Les discussions avec l'arrondissement d'Edogawa n'aboutissent pas pour l'agrandissement de la capacité du Spears Edoriku Field à 15 000 places. Mais plus inquiétant, le club japonais n'arrive toujours pas à remplir ce stade malgré ses fidèles supporters à savoir "l'armée orange". Malgré une petite augmentation la saison dernière (+19%), Tokyo-Bay avait seulement la 11ème affluence de la League One Division 1 avec 3 743 spectateurs de moyenne et un pic à 5 651 personnes lors de la réception de Tokyo SG le 22 avril dernier.
Face à cette impasse, les dirigeants des Spears se donnent jusqu'à la saison prochaine pour faire un choix majeur. S'il n'y a pas une nette amélioration, le club nippon pourrait déménager à l'ouest à Osaka. Terre de rugby, la grande ville japonaise est surtout celle où est basée la société mère de l'équipe, à savoir Kubota.
Osaka présente plusieurs avantages. Les joueurs employés, qui composent une partie de l'effectif de l'équipe, pourraient y travailler. L'autre est que les Spears pourraient se constituer une nouvelle base de fans beaucoup plus grande en s'appuyant notamment sur les salariés de l'entreprise Kubota. Lors du déplacement à Hanazono, la société mère avait invité 7 000 employés. Donc le potentiel pour les oranges est là.
La grande question est de savoir quel serait le stade hôte des Spears?

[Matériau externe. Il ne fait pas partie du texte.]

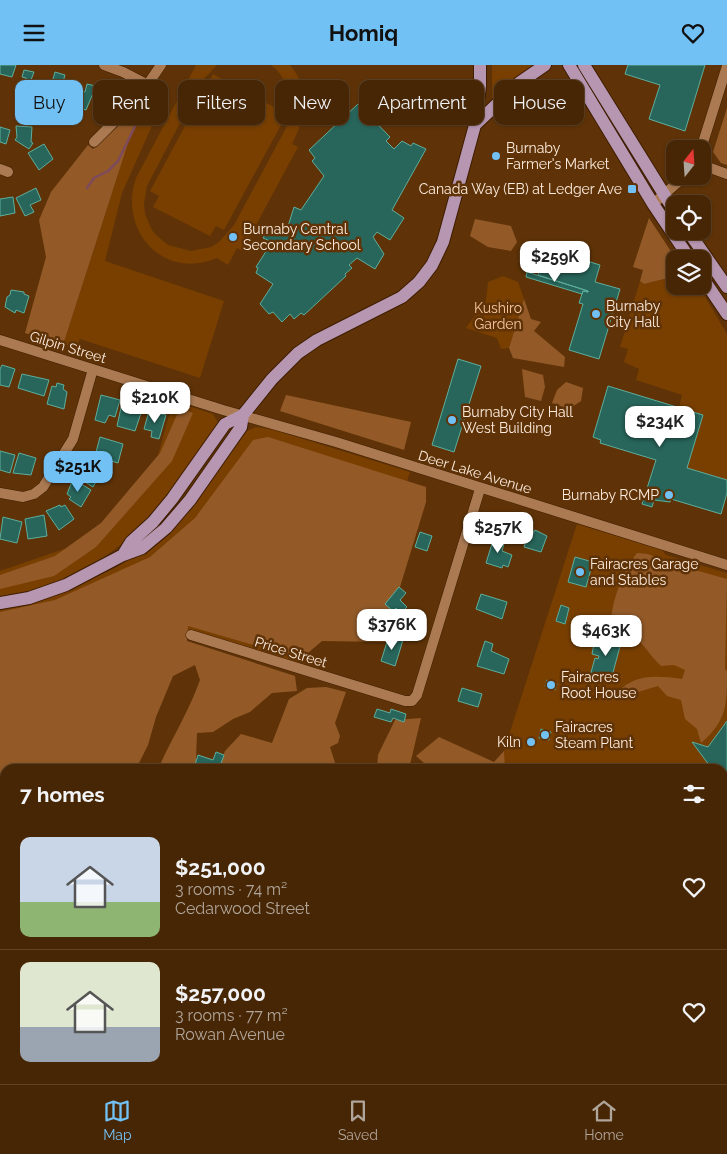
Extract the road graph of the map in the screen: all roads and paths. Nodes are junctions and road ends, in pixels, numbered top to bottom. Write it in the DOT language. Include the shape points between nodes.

Avec l'alignement très bientôt de la saison de la J-League sur la League One, on peut déjà enlever le Hanazono Rugby Stadium (27 346 places) et le Yodoko Sakura Stadium (25 000 places).
Le stade mythique japonais est partagé entre le FC Osaka (J-League 3) qui a le bail jusqu'en 2040 et Hanazono (League One Division 1) qui possédait le stade jusqu'en 2014. Quant au deuxième, le Cerezo Osaka (J-League 1) et Red Hurricanes Osaka (League One Division 2) sont partenaires et y évoluent en très bonne entente.
Le partage de ces stades entre trois clubs dont deux de rugby s'avère toutefois illusoire car l'état du terrain serait en très mauvais état et les clubs de football et leur supporters seraient très vite critiques. La meilleure option pour Tokyo-Bay est alors le Yanmar Stadium Nagai (47 853 places). Ce stade répond aux normes exigées pour la League One Division 1 (capacité minimum de 15 000 places) et surtout il n'est plus utilisé par le Cerezo Osaka depuis le déménagement de ce dernier au Yodoko Sakura Stadium en 2021.
La piste d'athlétisme n'est bien évidemment pas optimale mais avoir un stade à soit pour un club de rugby nippon est un véritable luxe à l'heure actuelle. Il y a pour le moment 7 équipes de League One qui se situent à Tokyo et ce nombre augmentera dans les années à venir. Il est nécessaire que plusieurs clubs déménagent de la capitale et Tokyo-Bay semble bien parti pour être le premier à le faire dans les deux ans qui viennent.